Q + A Friday: How Do I Know How Much Food to Get?
I'm hosting an event in a few weeks and the catering bill came back...well, extremely high. How do I know how much food I need for my event? And is my caterer trying to swindle me?
While I don't know your caterer personally, I don't think they'd try to swindle you (though if they'll overnight me Pigs in a Blanket, I would say anything they wanted me to say about them).
A caterer's main job is to make sure you're happy with their product and you know what kills a party faster than your mom turning the lights back on and shutting off your stereo?
Running out of food.
(Betcha didn't see that coming, did you?)
Your caterer ALWAYS oversells you on food because, if you run out, it's going to make her look like the amateur. They aren't bad people; they really truly want you to be happy.
BUT that doesn't mean you need to take the first quote she offers you. Here are a few guidelines that will help you decide how much food, what kind of food, and other things you may not have thought about yet.
The standard amount of food per person depends on the event and the demographic. For cocktail hour (from 4pm - 6pm), 2-3 hors d'oeuvres per person, per hour is likely going to suffice. Unless you're feeding the New York Rangers, in which case, don't host a networking event for the New York Rangers that only includes cocktail wieners.
For healthier appetites and events taking place during prime dinner hours (6pm - 8pm), you'll want to double that number at least.
Also, women tend to eat less than men, especially in new, unfamiliar situations. Not a surprise.
Note that, if people can't eat a full meal and the event is from 6pm - 8pm, they're going to want to leave as quickly as they can if there's not a dinner substitute. Keep this in mind when scheduling your event AND the type of food you're offering.
Pro tip: Feed people generously if your event is during meal time. If you can't, make sure those expectations are SUPER clear before you sell tickets, so you don't have hangry attendees on your hands.
Your caterer will be able to recommend some good options, but be sure...
...that you have AT LEAST one vegetarian and one gluten-free option. Food allergies are the bane of an event's existence, so do what you can to offer some options. Beyond that, you're off the hook.
...that you choose food that makes sense. If you're hosting an informal style event, choose "room temperature" appetizers so that you don't have to bring in heating elements to keep the food warm, nor do you need your caterer to stay on-site so that the appetizers stay warm in a hot box/portable oven type contraption.

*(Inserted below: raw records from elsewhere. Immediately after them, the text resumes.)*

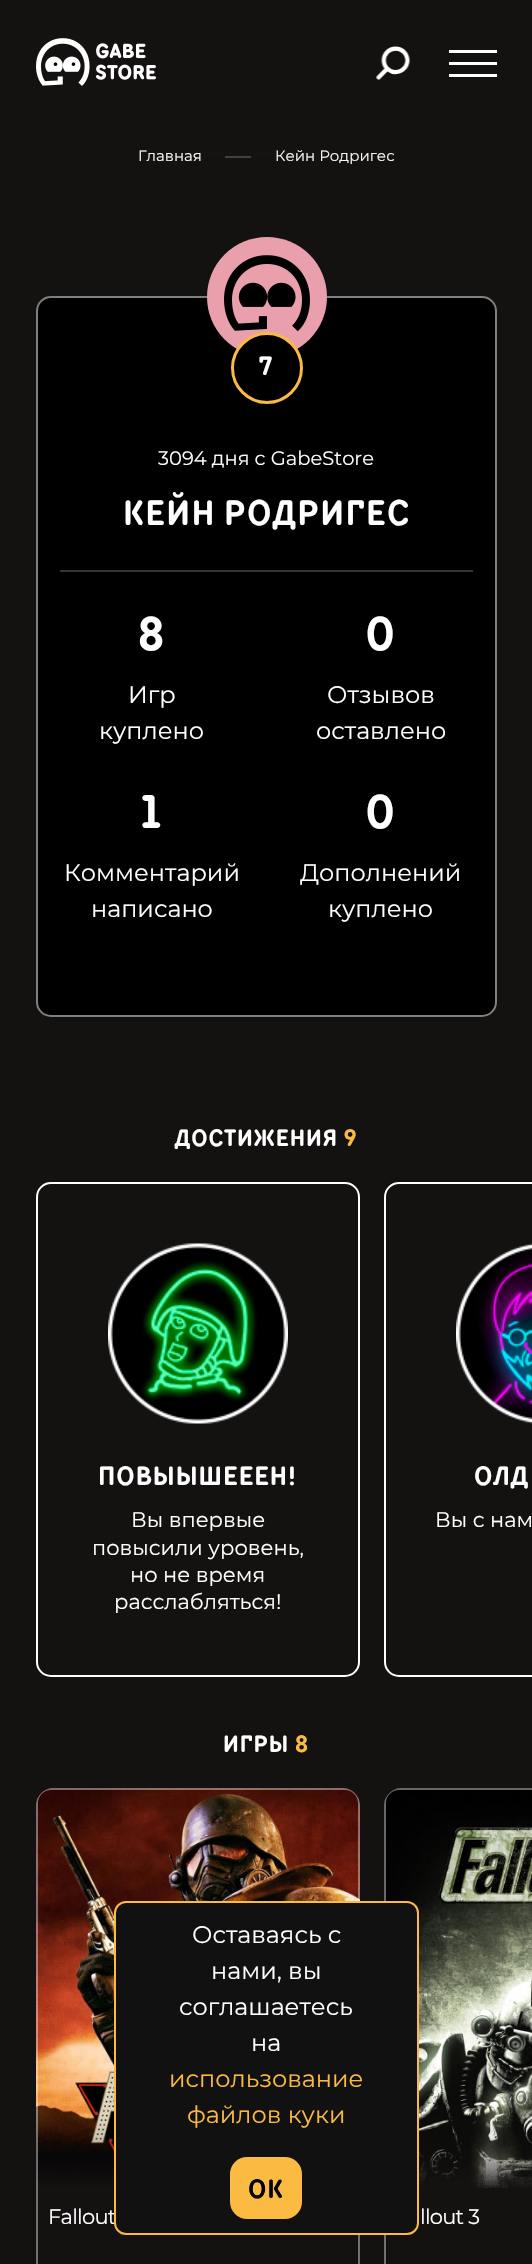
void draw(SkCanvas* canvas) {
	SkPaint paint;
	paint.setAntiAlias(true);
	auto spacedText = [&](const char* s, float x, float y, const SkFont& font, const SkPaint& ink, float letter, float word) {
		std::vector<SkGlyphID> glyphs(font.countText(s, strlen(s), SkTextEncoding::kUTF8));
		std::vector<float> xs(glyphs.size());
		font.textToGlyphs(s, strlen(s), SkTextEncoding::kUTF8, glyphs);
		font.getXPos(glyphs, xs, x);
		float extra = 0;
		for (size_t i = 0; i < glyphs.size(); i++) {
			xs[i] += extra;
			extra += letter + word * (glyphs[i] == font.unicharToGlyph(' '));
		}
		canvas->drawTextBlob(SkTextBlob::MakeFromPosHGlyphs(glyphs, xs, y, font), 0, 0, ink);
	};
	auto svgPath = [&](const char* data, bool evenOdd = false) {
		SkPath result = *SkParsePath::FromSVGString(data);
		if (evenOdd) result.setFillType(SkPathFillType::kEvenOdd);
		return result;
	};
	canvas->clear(0xff141111);
	canvas->drawImageRect(SkImages::DeferredFromEncodedData(SkData::MakeFromFileName("img1.png")), SkRect::MakeXYWH(36, 38, 120, 48), SkSamplingOptions());
	canvas->drawImageRect(SkImages::DeferredFromEncodedData(SkData::MakeFromFileName("img2.png")), SkRect::MakeXYWH(376, 46, 34, 34), SkSamplingOptions());
	paint.setColor(0xffffffff);
	canvas->drawRect(SkRect::MakeXYWH(449, 50, 48, 3), paint);
	canvas->drawRect(SkRect::MakeXYWH(449, 62, 48, 3), paint);
	canvas->drawRect(SkRect::MakeXYWH(449, 74, 48, 3), paint);
	SkFont f1(fontMgr->matchFamilyStyle("Montserrat", SkFontStyle::Normal()), 15);
	f1.setSubpixel(true);
	canvas->drawString("Главная", 138, 161, f1, paint);
	paint.setColor(0xff434141);
	canvas->drawRect(SkRect::MakeXYWH(225, 156, 26, 2), paint);
	paint.setColor(0xffffffff);
	canvas->drawString("Кейн Родригес", 275, 161, f1, paint);
	{
		const SkColor colors[] = {0x00130f0f, 0x08130f0f, 0x12131010, 0x3d141111, 0x59141111, 0x78141111};
		const float stops[] = {0, 0.09, 0.21, 0.46, 0.75, 1};
		const SkPoint ends[] = {{266, 174}, {266, 0}};
		paint.setShader(SkGradientShader::MakeLinear(ends, colors, stops, 6, SkTileMode::kClamp));
		paint.setAlpha(255);
	}
	canvas->drawRect(SkRect::MakeXYWH(139, 150, 255, 13), paint);
	paint.setShader(nullptr);
	paint.setColor(0xff000000);
	canvas->drawRoundRect(SkRect::MakeXYWH(36, 296, 461, 721), 15, 15, paint);
	paint.setStroke(true);
	paint.setStrokeWidth(2);
	paint.setColor(0x80ffffff);
	canvas->drawRoundRect(SkRect::MakeXYWH(37, 297, 459, 719), 14, 14, paint);
	paint.setStroke(false);
	paint.setColor(0xffea9fad);
	canvas->drawCircle(267, 297, 60, paint);
	canvas->drawImageRect(SkImages::DeferredFromEncodedData(SkData::MakeFromFileName("img3.png")), SkRect::MakeXYWH(224, 255, 86, 77), SkSamplingOptions());
	paint.setColor(0xff000000);
	canvas->drawCircle(267, 368, 34.5, paint);
	paint.setStroke(true);
	paint.setStrokeWidth(3);
	paint.setColor(0xfffbbb43);
	canvas->drawCircle(267, 368, 34.5, paint);
	SkFont f2(fontMgr->matchFamilyStyle("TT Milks", SkFontStyle(600, SkFontStyle::kNormal_Width, SkFontStyle::kUpright_Slant)), 27);
	f2.setSubpixel(true);
	paint.setStroke(false);
	paint.setColor(0xffffffff);
	spacedText("7", 259, 375, f2, paint, 1, 0);
	SkFont f3(fontMgr->matchFamilyStyle("Montserrat", SkFontStyle::Normal()), 19.5);
	f3.setSubpixel(true);
	canvas->drawString("3094 дня с GabeStore", 158, 465, f3, paint);
	paint.setColor(0xff333333);
	canvas->drawRect(SkRect::MakeXYWH(60, 570, 413, 2), paint);
	SkFont f4(fontMgr->matchFamilyStyle("TT Milks", SkFontStyle(600, SkFontStyle::kNormal_Width, SkFontStyle::kUpright_Slant)), 36);
	f4.setSubpixel(true);
	paint.setColor(0xffffffff);
	spacedText("КЕЙН РОДРИГЕС", 123, 525, f4, paint, 1.5, 0);
	SkFont f5(fontMgr->matchFamilyStyle("TT Milks", SkFontStyle(600, SkFontStyle::kNormal_Width, SkFontStyle::kUpright_Slant)), 48);
	f5.setSubpixel(true);
	spacedText("8", 138, 650, f5, paint, 2, 0);
	SkFont f6(fontMgr->matchFamilyStyle("Montserrat", SkFontStyle::Normal()), 24);
	f6.setSubpixel(true);
	canvas->drawString("Игр", 128, 703, f6, paint);
	canvas->drawString("куплено", 99, 739, f6, paint);
	spacedText("0", 365, 650, f5, paint, 2, 0);
	canvas->drawString("Отзывов", 327, 703, f6, paint);
	canvas->drawString("оставлено", 316, 739, f6, paint);
	spacedText("1", 141, 828, f5, paint, 2, 0);
	canvas->drawString("Комментарий", 64, 881, f6, paint);
	canvas->drawString("написано", 91, 917, f6, paint);
	spacedText("0", 365, 828, f5, paint, 2, 0);
	canvas->drawString("Дополнений", 300, 881, f6, paint);
	canvas->drawString("куплено", 328, 917, f6, paint);
	SkFont f7(fontMgr->matchFamilyStyle("TT Milks", SkFontStyle(600, SkFontStyle::kNormal_Width, SkFontStyle::kUpright_Slant)), 24);
	f7.setSubpixel(true);
	spacedText("ДОСТИЖЕНИЯ", 175, 1146, f7, paint, 1, 0);
	paint.setColor(0xfffbbb43);
	spacedText("9", 344, 1146, f7, paint, 1, 0);
	paint.setStroke(true);
	paint.setStrokeWidth(2);
	paint.setColor(0xffffffff);
	canvas->drawRoundRect(SkRect::MakeXYWH(37, 1183, 322, 493), 14, 14, paint);
	canvas->drawImageRect(SkImages::DeferredFromEncodedData(SkData::MakeFromFileName("img4.png")), SkRect::MakeXYWH(108, 1243, 180, 181), SkSamplingOptions());
	paint.setStroke(false);
	spacedText("ПОВЫЫШЕЕЕН!", 98, 1485, f2, paint, 1, 0);
	SkFont f8(fontMgr->matchFamilyStyle("Montserrat", SkFontStyle::Normal()), 21);
	f8.setSubpixel(true);
	canvas->drawString("Вы впервые", 131, 1527, f8, paint);
	canvas->drawString("повысили уровень,", 92, 1555, f8, paint);
	canvas->drawString("но не время", 130, 1582, f8, paint);
	canvas->drawString("расслабляться!", 114, 1609, f8, paint);
	paint.setStroke(true);
	canvas->drawRoundRect(SkRect::MakeXYWH(385, 1183, 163, 493), 14, 14, paint);
	canvas->drawImageRect(SkImages::DeferredFromEncodedData(SkData::MakeFromFileName("img5.png")), SkRect::MakeXYWH(456, 1243, 76, 181), SkSamplingOptions());
	paint.setStroke(false);
	spacedText("ОЛД", 474, 1485, f2, paint, 1, 0);
	canvas->drawString("Вы с нам", 435, 1527, f8, paint);
	spacedText("ИГРЫ", 223, 1752, f7, paint, 1, 0);
	paint.setColor(0xfffbbb43);
	spacedText("8", 295, 1752, f7, paint, 1, 0);
	canvas->drawImageRect(SkImages::DeferredFromEncodedData(SkData::MakeFromFileName("img6.png")), SkRect::MakeXYWH(36, 1788, 324, 400), SkSamplingOptions());
	canvas->drawImageRect(SkImages::DeferredFromEncodedData(SkData::MakeFromFileName("img7.png")), SkRect::MakeXYWH(36, 1788, 324, 400), SkSamplingOptions());
	paint.setColor(0xffffffff);
	spacedText("Fallout", 48, 2224, f8, paint, -0.75, 0);
	paint.setColor(0x66ffffff);
	canvas->drawPath(svgPath("M53 1788C44 1788 36 1796 36 1805V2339C36 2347 43 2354 51 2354H345C353 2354 360 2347 360 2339V1805C360 1796 352 1788 343 1788ZM51 1790C44 1790 38 1796 38 1803V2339C38 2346 44 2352 51 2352H345C352 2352 358 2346 358 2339V1803C358 1796 352 1790 345 1790Z", true), paint);
	canvas->drawImageRect(SkImages::DeferredFromEncodedData(SkData::MakeFromFileName("img8.png")), SkRect::MakeXYWH(384, 1788, 148, 400), SkSamplingOptions());
	canvas->drawImageRect(SkImages::DeferredFromEncodedData(SkData::MakeFromFileName("img9.png")), SkRect::MakeXYWH(384, 1788, 148, 400), SkSamplingOptions());
	paint.setColor(0xffffffff);
	spacedText("llout 3", 420, 2224, f8, paint, -0.75, 0);
	paint.setColor(0x66ffffff);
	canvas->drawPath(svgPath("M401 1788C392 1788 384 1796 384 1805V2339C384 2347 391 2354 399 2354H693C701 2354 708 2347 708 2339V1805C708 1796 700 1788 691 1788ZM399 1790C392 1790 386 1796 386 1803V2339C386 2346 392 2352 399 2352H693C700 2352 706 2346 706 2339V1803C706 1796 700 1790 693 1790Z", true), paint);
	paint.setColor(0xff121111);
	canvas->drawRoundRect(SkRect::MakeXYWH(115, 1902, 303, 332), 11, 11, paint);
	paint.setStroke(true);
	paint.setColor(0xfffbbb43);
	canvas->drawRoundRect(SkRect::MakeXYWH(115, 1902, 303, 332), 11, 11, paint);
	paint.setStroke(false);
	paint.setColor(0xffffffff);
	canvas->drawString("Оставаясь с", 192, 1943, f6, paint);
	canvas->drawString("нами, вы", 211, 1979, f6, paint);
	canvas->drawString("соглашаетесь", 179, 2015, f6, paint);
	canvas->drawString("на", 251, 2051, f6, paint);
	paint.setColor(0xfffbbb43);
	canvas->drawString("использование", 169, 2087, f6, paint);
	canvas->drawString("файлов куки", 187, 2123, f6, paint);
	canvas->drawRoundRect(SkRect::MakeXYWH(230, 2157, 72, 62), 17, 17, paint);
	paint.setColor(0xff000000);
	spacedText("OK", 248, 2198, f2, paint, 1, 0);
}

...passed appetizers are going to cost more because you'll need people/staff to actually pass them. Stationary hors d'oeuvres are a convenient option, but also require some "work" on the part of your guests (namely, they have to seek the snacks out instead of being brought their snacks). Depending on the goal of the event and the vibe you're trying to create, you'll want to choose passed, stationary, or a combination of the two.
If people are seated and lounging around a platter of food, another bite or two per person is probably a good idea. People are inherently lazy at events (and alcohol driven) so if your food table is hard to get to, they'll probably leave it alone, unless your event starts at 6:30pm on a Friday. In which case, stock up on the cocktail wieners because it's happy hour, #bossladies!
If people are standing and there are only stationary hors d'oeuvres AND there aren't any tables to rest their plates one, they'll eat less (so they don't have to hold a plate AND their drink. Again, given the choice, people will choose drinks over food).
If people are sitting and listening, they'll be acutely aware of their stomachs, but won't be keen to interrupt a presentation to go chow down at the snack table (except that one guy. There's always one guy). Be a good host and sprinkle hors d'oeuvres throughout the tables so that people can munch while they listen (that is, if your event takes place during mealtime like 11am - 2pm or 6pm - 9pm).
So you got a proposal that's outside of your price range. *Gulp*
Say, "This looks great, but my budget is between XX and XX dollars. What does a menu, similar to this, look like for that price range?"
Caterers REALLY appreciate honesty, so if you can give them a budget parameter, they'll be so happy to revise your proposal, switch passed hors d'oeuvres to stationary hors d'oeuvres and perhaps reduce the amount of items with meat (more expensive) in order to save you money.
See? Caterers aren't that bad! They're DEFINITELY not trying to swindle you, either.